Most houses will have a hinged front or side that can be opened to allow access for cleaning. For some of the lesser-valued houses, you may have to remove a panel by removing screws.
The bottom line is there needs to be a way of accessing the interior of the house for clean-out purposes. Houses that are desirable use stainless steel or galvanized screws. These screws won't rust in the elements.
We can’t talk about bluebird nest boxes without mentioning the available options, or “add-ons”, if you will. While none of these are a necessity, they can help the bluebirds and the human “looky-loos”.
Here is a list:
- Predator Guard - I would personally view this one as more of a necessity than an option. A predator guard is an “extension” that is placed around the entry hole and sticks out about ½” to ¾” from the hole. Just like the name suggests, a predator guard is used to deter unwanted visitors who may want to make bluebird eggs or young their next meal. The predator guard lengthens the distance between the entry hole and the nest inside the box. They work great for varmints such as raccoons or squirrels.
- Kerfs - These are simply grooves cut into the wood or poly on the inside of the nest box, directly underneath the entry hole. The kerfs provide a gripping surface for the birds when they exit the nest.
- Floor Riser - A floor riser is typically a wire stand that sits in the bottom of the birdhouse. The nest is built on top of this riser, leaving a space between the bottom of the nest and the box bottom. This helps with both air circulation and drainage. It makes the inside of the house more healthy for the birds.
- View Door - Here’s a people-friendly option. We talked earlier about the clean-out door. The view door would be a similar hinged door that when opened, allows you to view the nest through a plexiglass window. Some bluebird boxes are made so that both sides will hinge open. One side is the clean-out, while the other side is for safe viewing.
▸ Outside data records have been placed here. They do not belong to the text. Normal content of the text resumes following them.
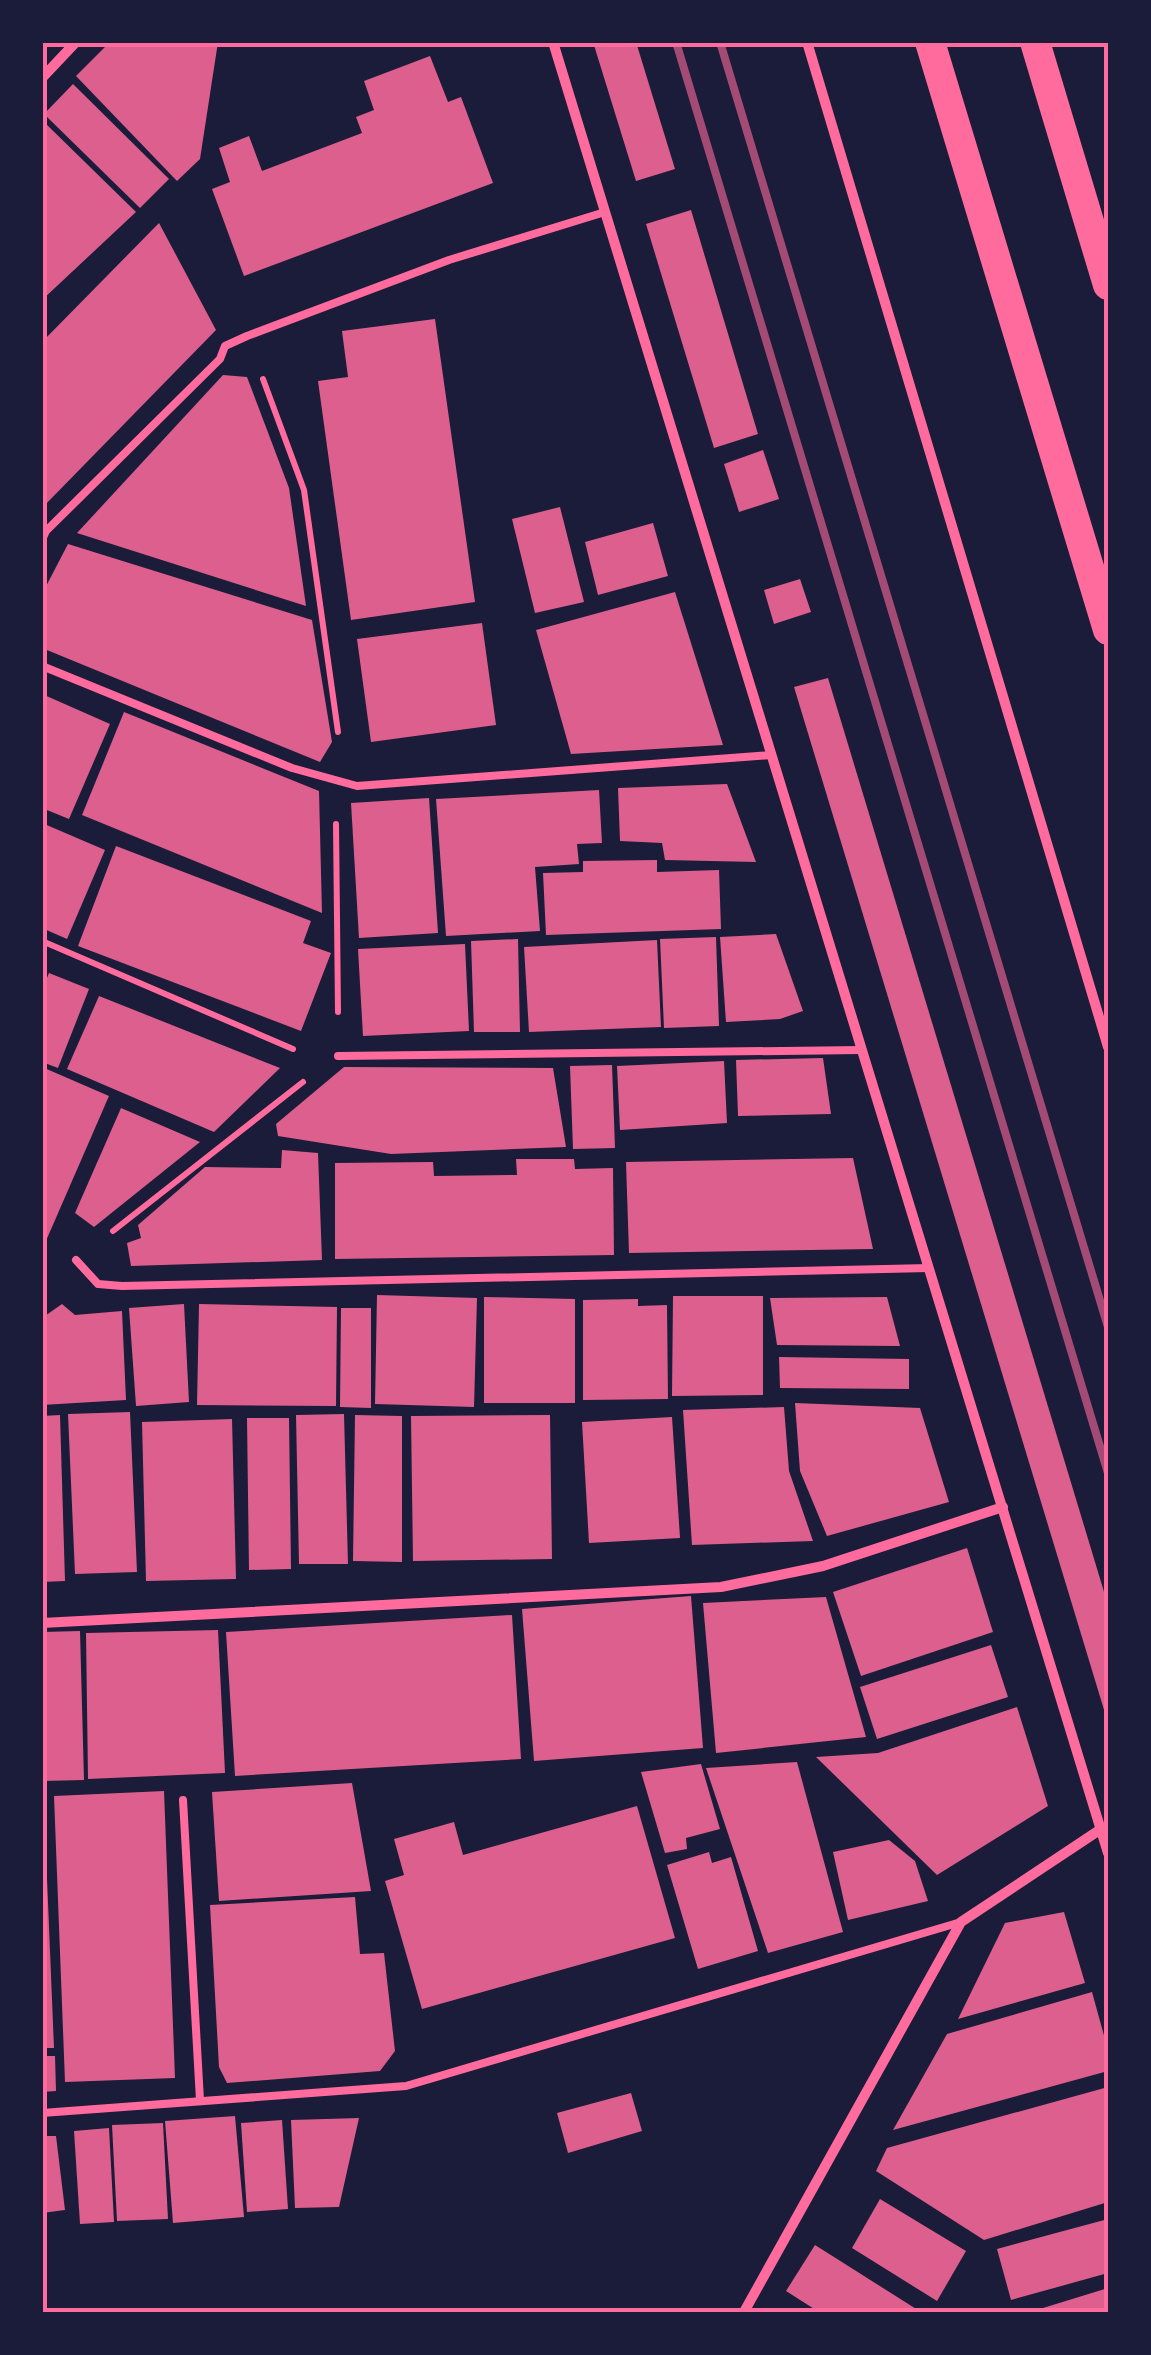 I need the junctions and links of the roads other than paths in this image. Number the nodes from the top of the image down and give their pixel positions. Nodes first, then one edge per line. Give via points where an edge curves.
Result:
1 (76, 42) edge
2 (553, 42) edge
3 (807, 42) edge
4 (930, 42) edge
5 (1035, 42) edge
6 (42, 78) edge
7 (605, 212) junction
8 (1108, 286) edge
9 (42, 540) edge
10 (1108, 630) edge
11 (42, 666) edge
12 (771, 755) junction
13 (1108, 1046) edge
14 (862, 1050) junction
15 (338, 1056) road end
16 (76, 1260) road end
17 (929, 1268) junction
18 (1003, 1508) junction
19 (42, 1623) edge
20 (183, 1800) dead end
21 (1105, 1828) edge
22 (1108, 1853) edge
23 (961, 1922) junction
24 (200, 2100) junction
25 (42, 2113) edge
26 (744, 2312) edge

1 - 6 street
2 - 7 street
3 - 13 street
4 - 10 highway
5 - 8 highway
7 - 9 lane via 449,260 225,346 220,359
7 - 12 street
11 - 12 lane via 292,768 357,786
12 - 14 street
14 - 15 lane
14 - 17 street
16 - 17 lane via 98,1284 122,1286
17 - 18 street
18 - 19 street via 823,1566 721,1587
18 - 21 street
20 - 24 lane
21 - 22 street
21 - 23 street
23 - 24 lane via 406,2086
23 - 26 street
24 - 25 lane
We want to look at one more specialized option before moving on to discuss the placement of your bluebird house. That is the Peterson Bluebird House.
The Peterson nest box was developed by Dick Peterson of Brooklyn, MN. His somewhat unique design has been modified over the years and has become increasingly popular.
Think of a cheese wedge turned bluebird house! A large downward-swinging front door allows easy access to clean or monitor the box.
This design also allows for the door to be open without disturbing the nest. The tilted nest shelf creates an ideal base on which the adult birds can construct their nest. It also has holes drilled in it to help with drainage.
The box has several openings. The bottom has a large slot opening. The sides have small openings. The roof and sides have front and rear gaps to promote airflow.